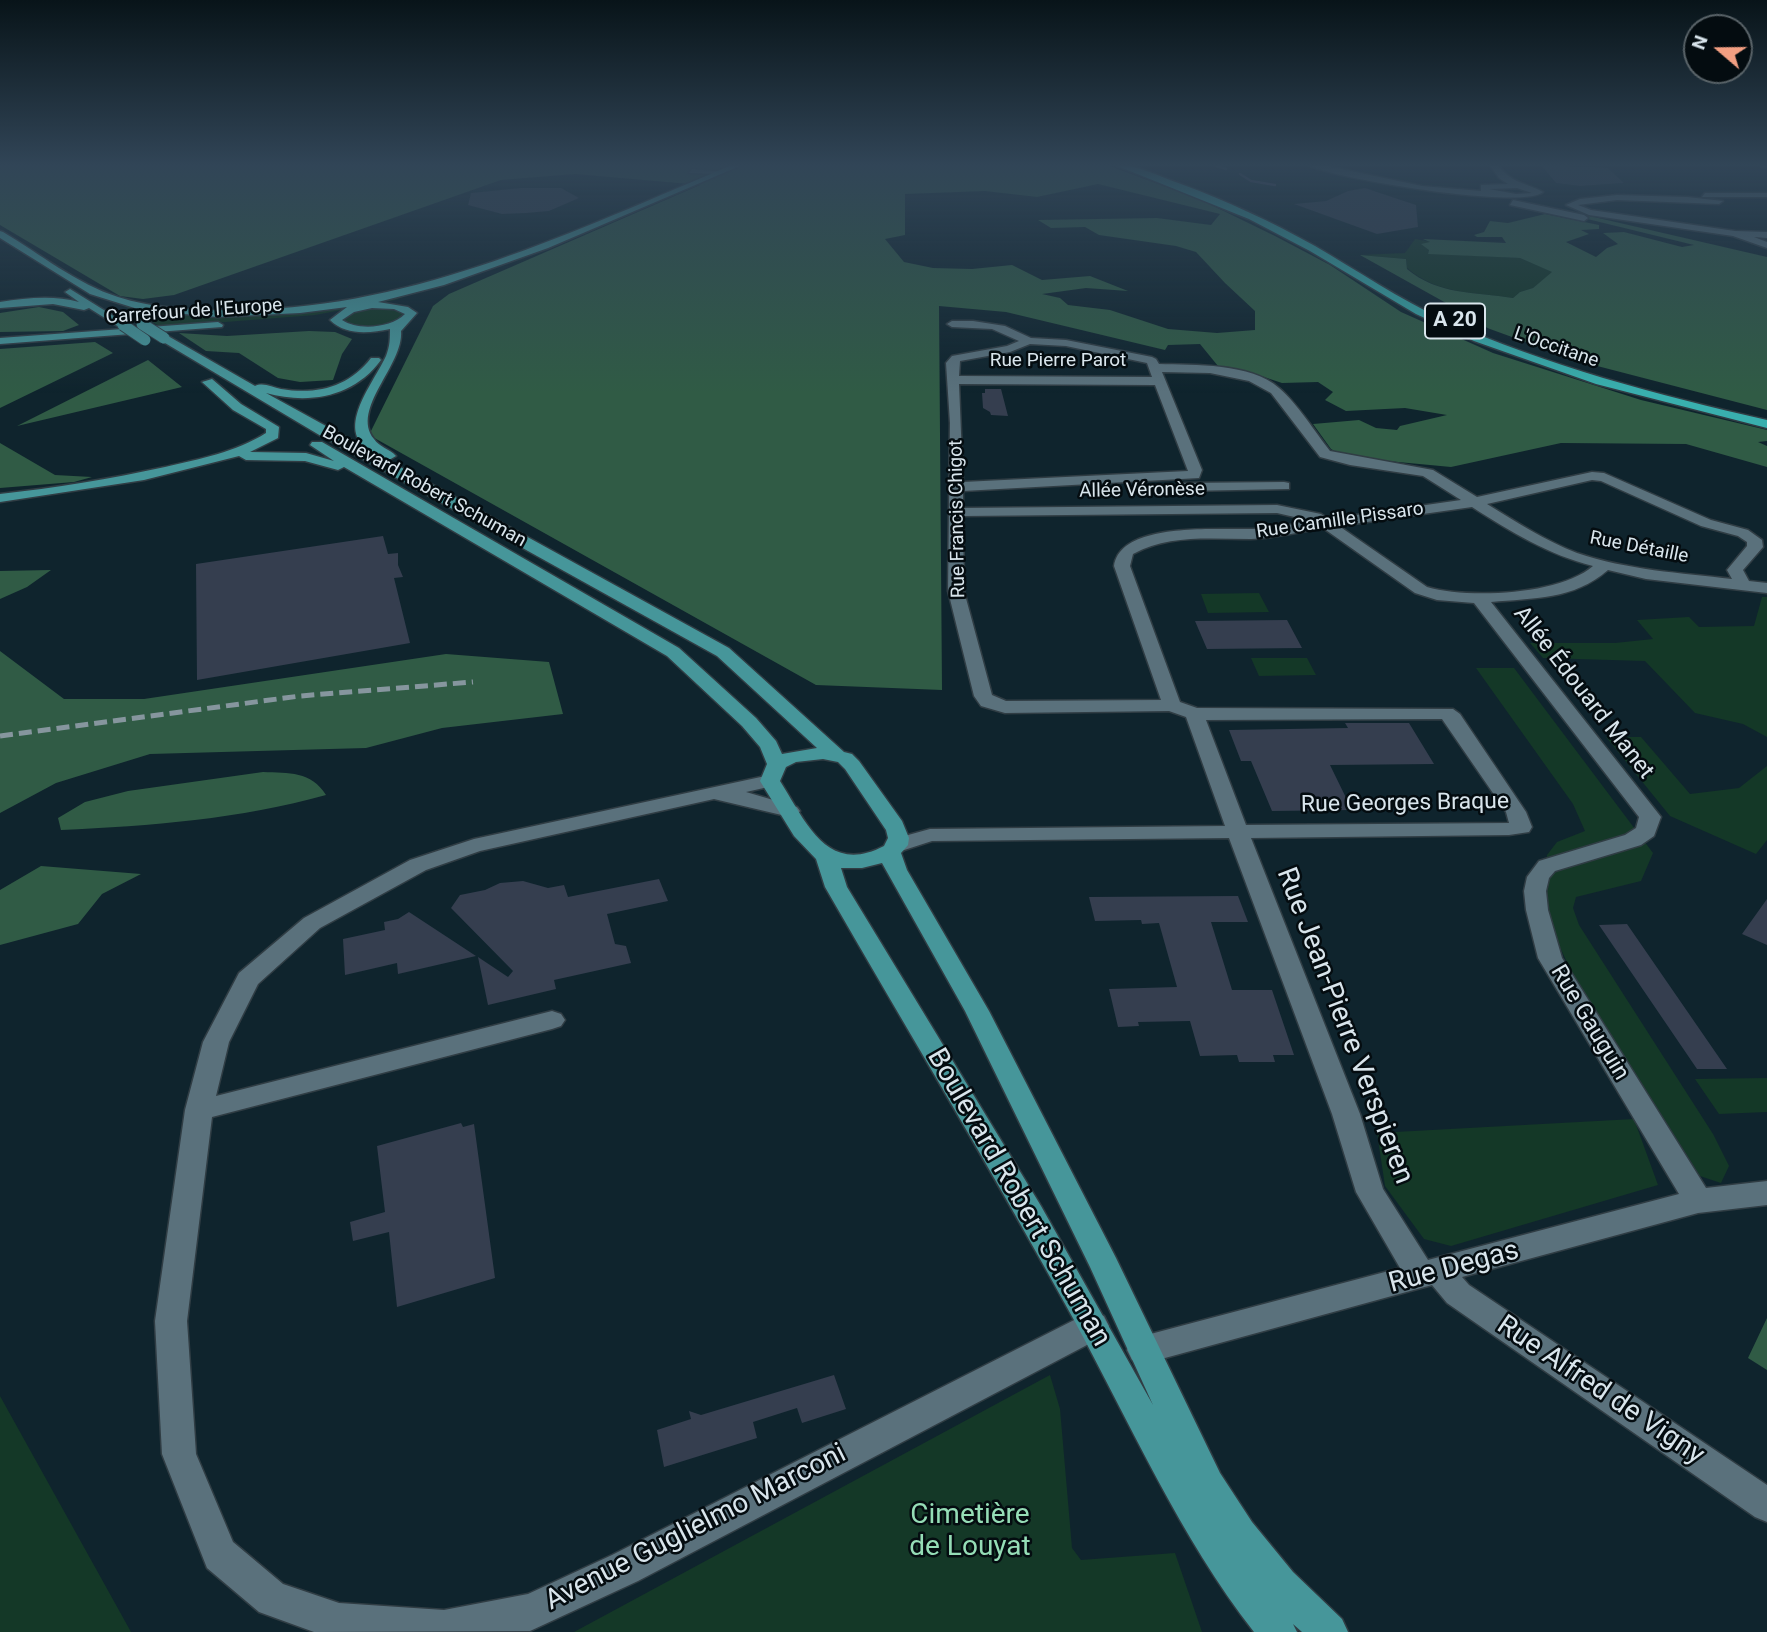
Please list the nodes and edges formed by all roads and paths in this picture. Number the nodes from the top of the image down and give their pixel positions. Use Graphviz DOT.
graph roads {
  1 [pos="12,241"];
  2 [pos="557,241"];
  3 [pos="559,241"];
  4 [pos="1297,241"];
  5 [pos="1314,241"];
  6 [pos="494,264"];
  7 [pos="83,284"];
  8 [pos="59,285"];
  9 [pos="0,305"];
  10 [pos="387,306"];
  11 [pos="407,316"];
  12 [pos="336,319"];
  13 [pos="307,322"];
  14 [pos="120,324"];
  15 [pos="952,324"];
  16 [pos="252,326"];
  17 [pos="225,327"];
  18 [pos="364,328"];
  19 [pos="1028,341"];
  20 [pos="0,342"];
  21 [pos="220,372"];
  22 [pos="198,375"];
  23 [pos="1159,375"];
  24 [pos="955,380"];
  25 [pos="1767,417"];
  26 [pos="1767,424"];
  27 [pos="198,462"];
  28 [pos="1022,484"];
  29 [pos="957,486"];
  30 [pos="1284,486"];
  31 [pos="394,489"];
  32 [pos="0,498"];
  33 [pos="1476,502"];
  34 [pos="462,508"];
  35 [pos="957,512"];
  36 [pos="1325,524"];
  37 [pos="1604,565"];
  38 [pos="1743,585"];
  39 [pos="1767,588"];
  40 [pos="1479,598"];
  41 [pos="1172,705"];
  42 [pos="1194,714"];
  43 [pos="836,755"];
  44 [pos="774,773"];
  45 [pos="713,795"];
  46 [pos="790,811"];
  47 [pos="1650,817"];
  48 [pos="893,820"];
  49 [pos="1236,831"];
  50 [pos="930,835"];
  51 [pos="894,849"];
  52 [pos="826,857"];
  53 [pos="552,1020"];
  54 [pos="200,1110"];
  55 [pos="1766,1195"];
  56 [pos="1699,1201"];
  57 [pos="1429,1273"];
  58 [pos="1093,1326"];
  59 [pos="1137,1339"];
  60 [pos="1767,1505"];
  61 [pos="1278,1632"];
  62 [pos="1329,1632"];
  1 -- 7 [label="main road, Boulevard Robert Schuman"];
  2 -- 6 [label="main road"];
  3 -- 11 [label="main road"];
  4 -- 26 [label="highway, L'Occitane / A 20"];
  5 -- 25 [label="highway, L'Occitane / A 20"];
  6 -- 7 [label="main road"];
  6 -- 10 [label="main road"];
  7 -- 21 [label="main road, Boulevard Robert Schuman, bridge"];
  8 -- 14 [label="main road, Boulevard Robert Schuman"];
  9 -- 14 [label="main road"];
  10 -- 11 [label="main road, Carrefour de l'Europe"];
  10 -- 12 [label="main road, Carrefour de l'Europe"];
  11 -- 18 [label="main road, Carrefour de l'Europe"];
  11 -- 34 [label="main road"];
  12 -- 18 [label="main road, Carrefour de l'Europe"];
  12 -- 20 [label="main road, Carrefour de l'Europe"];
  13 -- 16 [label="main road, Carrefour de l'Europe"];
  14 -- 22 [label="main road, Boulevard Robert Schuman, bridge"];
  15 -- 19 [label="street"];
  17 -- 20 [label="main road, Carrefour de l'Europe"];
  18 -- 21 [label="main road"];
  19 -- 23 [label="street"];
  19 -- 24 [label="street, Rue Francis Chigot"];
  21 -- 34 [label="main road, Boulevard Robert Schuman"];
  22 -- 27 [label="main road"];
  22 -- 31 [label="main road, Boulevard Robert Schuman"];
  23 -- 24 [label="street, Rue Pierre Parot"];
  23 -- 28 [label="street"];
  23 -- 33 [label="street, Rue Pierre Parot"];
  24 -- 29 [label="street, Rue Francis Chigot"];
  27 -- 31 [label="main road"];
  27 -- 32 [label="main road"];
  28 -- 29 [label="street"];
  28 -- 30 [label="street"];
  29 -- 35 [label="street, Rue Francis Chigot"];
  31 -- 44 [label="main road, Boulevard Robert Schuman"];
  33 -- 36 [label="street, Rue Camille Pissaro"];
  33 -- 37 [label="street, Rue Détaille"];
  33 -- 38 [label="street, Rue Camille Pissaro"];
  34 -- 43 [label="main road, Boulevard Robert Schuman"];
  35 -- 36 [label="street, Allée Véronèse"];
  35 -- 41 [label="street, Rue Francis Chigot"];
  36 -- 40 [label="street, Allée Édouard Manet"];
  36 -- 41 [label="street, Rue Camille Pissaro"];
  37 -- 38 [label="street, Rue Détaille"];
  37 -- 40 [label="street, Allée Édouard Manet"];
  38 -- 39 [label="street, Rue Détaille"];
  40 -- 47 [label="street, Allée Édouard Manet"];
  41 -- 42 [label="street"];
  42 -- 49 [label="street"];
  42 -- 49 [label="street, Rue Georges Braque"];
  43 -- 44 [label="main road"];
  43 -- 48 [label="main road, Boulevard Robert Schuman"];
  44 -- 45 [label="street, Avenue Guglielmo Marconi"];
  44 -- 46 [label="main road, Boulevard Robert Schuman"];
  45 -- 46 [label="street, Avenue Guglielmo Marconi"];
  45 -- 54 [label="street, Avenue Guglielmo Marconi"];
  46 -- 52 [label="main road, Boulevard Robert Schuman"];
  47 -- 56 [label="street, Rue Gauguin"];
  48 -- 50 [label="street"];
  48 -- 51 [label="main road, Boulevard Robert Schuman"];
  49 -- 50 [label="street"];
  49 -- 57 [label="street, Rue Jean-Pierre Verspieren"];
  50 -- 51 [label="street"];
  51 -- 52 [label="main road"];
  51 -- 59 [label="main road, Boulevard Robert Schuman"];
  52 -- 58 [label="main road, Boulevard Robert Schuman"];
  53 -- 54 [label="street"];
  54 -- 58 [label="street, Avenue Guglielmo Marconi"];
  55 -- 56 [label="street, Rue Degas"];
  56 -- 57 [label="street, Rue Degas"];
  57 -- 59 [label="street, Rue Degas"];
  57 -- 60 [label="street, Rue Alfred de Vigny"];
  58 -- 61 [label="main road, Boulevard Robert Schuman"];
  59 -- 62 [label="main road, Boulevard Robert Schuman"];
}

What the exercise asks - Output the lines above in full and exactly as given, omitting any pictures.

Exercise solution -
Please list the nodes and edges formed by all roads and paths in this picture. Number the nodes from the top of the image down and give their pixel positions. Use Graphviz DOT.
graph roads {
  1 [pos="12,241"];
  2 [pos="557,241"];
  3 [pos="559,241"];
  4 [pos="1297,241"];
  5 [pos="1314,241"];
  6 [pos="494,264"];
  7 [pos="83,284"];
  8 [pos="59,285"];
  9 [pos="0,305"];
  10 [pos="387,306"];
  11 [pos="407,316"];
  12 [pos="336,319"];
  13 [pos="307,322"];
  14 [pos="120,324"];
  15 [pos="952,324"];
  16 [pos="252,326"];
  17 [pos="225,327"];
  18 [pos="364,328"];
  19 [pos="1028,341"];
  20 [pos="0,342"];
  21 [pos="220,372"];
  22 [pos="198,375"];
  23 [pos="1159,375"];
  24 [pos="955,380"];
  25 [pos="1767,417"];
  26 [pos="1767,424"];
  27 [pos="198,462"];
  28 [pos="1022,484"];
  29 [pos="957,486"];
  30 [pos="1284,486"];
  31 [pos="394,489"];
  32 [pos="0,498"];
  33 [pos="1476,502"];
  34 [pos="462,508"];
  35 [pos="957,512"];
  36 [pos="1325,524"];
  37 [pos="1604,565"];
  38 [pos="1743,585"];
  39 [pos="1767,588"];
  40 [pos="1479,598"];
  41 [pos="1172,705"];
  42 [pos="1194,714"];
  43 [pos="836,755"];
  44 [pos="774,773"];
  45 [pos="713,795"];
  46 [pos="790,811"];
  47 [pos="1650,817"];
  48 [pos="893,820"];
  49 [pos="1236,831"];
  50 [pos="930,835"];
  51 [pos="894,849"];
  52 [pos="826,857"];
  53 [pos="552,1020"];
  54 [pos="200,1110"];
  55 [pos="1766,1195"];
  56 [pos="1699,1201"];
  57 [pos="1429,1273"];
  58 [pos="1093,1326"];
  59 [pos="1137,1339"];
  60 [pos="1767,1505"];
  61 [pos="1278,1632"];
  62 [pos="1329,1632"];
  1 -- 7 [label="main road, Boulevard Robert Schuman"];
  2 -- 6 [label="main road"];
  3 -- 11 [label="main road"];
  4 -- 26 [label="highway, L'Occitane / A 20"];
  5 -- 25 [label="highway, L'Occitane / A 20"];
  6 -- 7 [label="main road"];
  6 -- 10 [label="main road"];
  7 -- 21 [label="main road, Boulevard Robert Schuman, bridge"];
  8 -- 14 [label="main road, Boulevard Robert Schuman"];
  9 -- 14 [label="main road"];
  10 -- 11 [label="main road, Carrefour de l'Europe"];
  10 -- 12 [label="main road, Carrefour de l'Europe"];
  11 -- 18 [label="main road, Carrefour de l'Europe"];
  11 -- 34 [label="main road"];
  12 -- 18 [label="main road, Carrefour de l'Europe"];
  12 -- 20 [label="main road, Carrefour de l'Europe"];
  13 -- 16 [label="main road, Carrefour de l'Europe"];
  14 -- 22 [label="main road, Boulevard Robert Schuman, bridge"];
  15 -- 19 [label="street"];
  17 -- 20 [label="main road, Carrefour de l'Europe"];
  18 -- 21 [label="main road"];
  19 -- 23 [label="street"];
  19 -- 24 [label="street, Rue Francis Chigot"];
  21 -- 34 [label="main road, Boulevard Robert Schuman"];
  22 -- 27 [label="main road"];
  22 -- 31 [label="main road, Boulevard Robert Schuman"];
  23 -- 24 [label="street, Rue Pierre Parot"];
  23 -- 28 [label="street"];
  23 -- 33 [label="street, Rue Pierre Parot"];
  24 -- 29 [label="street, Rue Francis Chigot"];
  27 -- 31 [label="main road"];
  27 -- 32 [label="main road"];
  28 -- 29 [label="street"];
  28 -- 30 [label="street"];
  29 -- 35 [label="street, Rue Francis Chigot"];
  31 -- 44 [label="main road, Boulevard Robert Schuman"];
  33 -- 36 [label="street, Rue Camille Pissaro"];
  33 -- 37 [label="street, Rue Détaille"];
  33 -- 38 [label="street, Rue Camille Pissaro"];
  34 -- 43 [label="main road, Boulevard Robert Schuman"];
  35 -- 36 [label="street, Allée Véronèse"];
  35 -- 41 [label="street, Rue Francis Chigot"];
  36 -- 40 [label="street, Allée Édouard Manet"];
  36 -- 41 [label="street, Rue Camille Pissaro"];
  37 -- 38 [label="street, Rue Détaille"];
  37 -- 40 [label="street, Allée Édouard Manet"];
  38 -- 39 [label="street, Rue Détaille"];
  40 -- 47 [label="street, Allée Édouard Manet"];
  41 -- 42 [label="street"];
  42 -- 49 [label="street"];
  42 -- 49 [label="street, Rue Georges Braque"];
  43 -- 44 [label="main road"];
  43 -- 48 [label="main road, Boulevard Robert Schuman"];
  44 -- 45 [label="street, Avenue Guglielmo Marconi"];
  44 -- 46 [label="main road, Boulevard Robert Schuman"];
  45 -- 46 [label="street, Avenue Guglielmo Marconi"];
  45 -- 54 [label="street, Avenue Guglielmo Marconi"];
  46 -- 52 [label="main road, Boulevard Robert Schuman"];
  47 -- 56 [label="street, Rue Gauguin"];
  48 -- 50 [label="street"];
  48 -- 51 [label="main road, Boulevard Robert Schuman"];
  49 -- 50 [label="street"];
  49 -- 57 [label="street, Rue Jean-Pierre Verspieren"];
  50 -- 51 [label="street"];
  51 -- 52 [label="main road"];
  51 -- 59 [label="main road, Boulevard Robert Schuman"];
  52 -- 58 [label="main road, Boulevard Robert Schuman"];
  53 -- 54 [label="street"];
  54 -- 58 [label="street, Avenue Guglielmo Marconi"];
  55 -- 56 [label="street, Rue Degas"];
  56 -- 57 [label="street, Rue Degas"];
  57 -- 59 [label="street, Rue Degas"];
  57 -- 60 [label="street, Rue Alfred de Vigny"];
  58 -- 61 [label="main road, Boulevard Robert Schuman"];
  59 -- 62 [label="main road, Boulevard Robert Schuman"];
}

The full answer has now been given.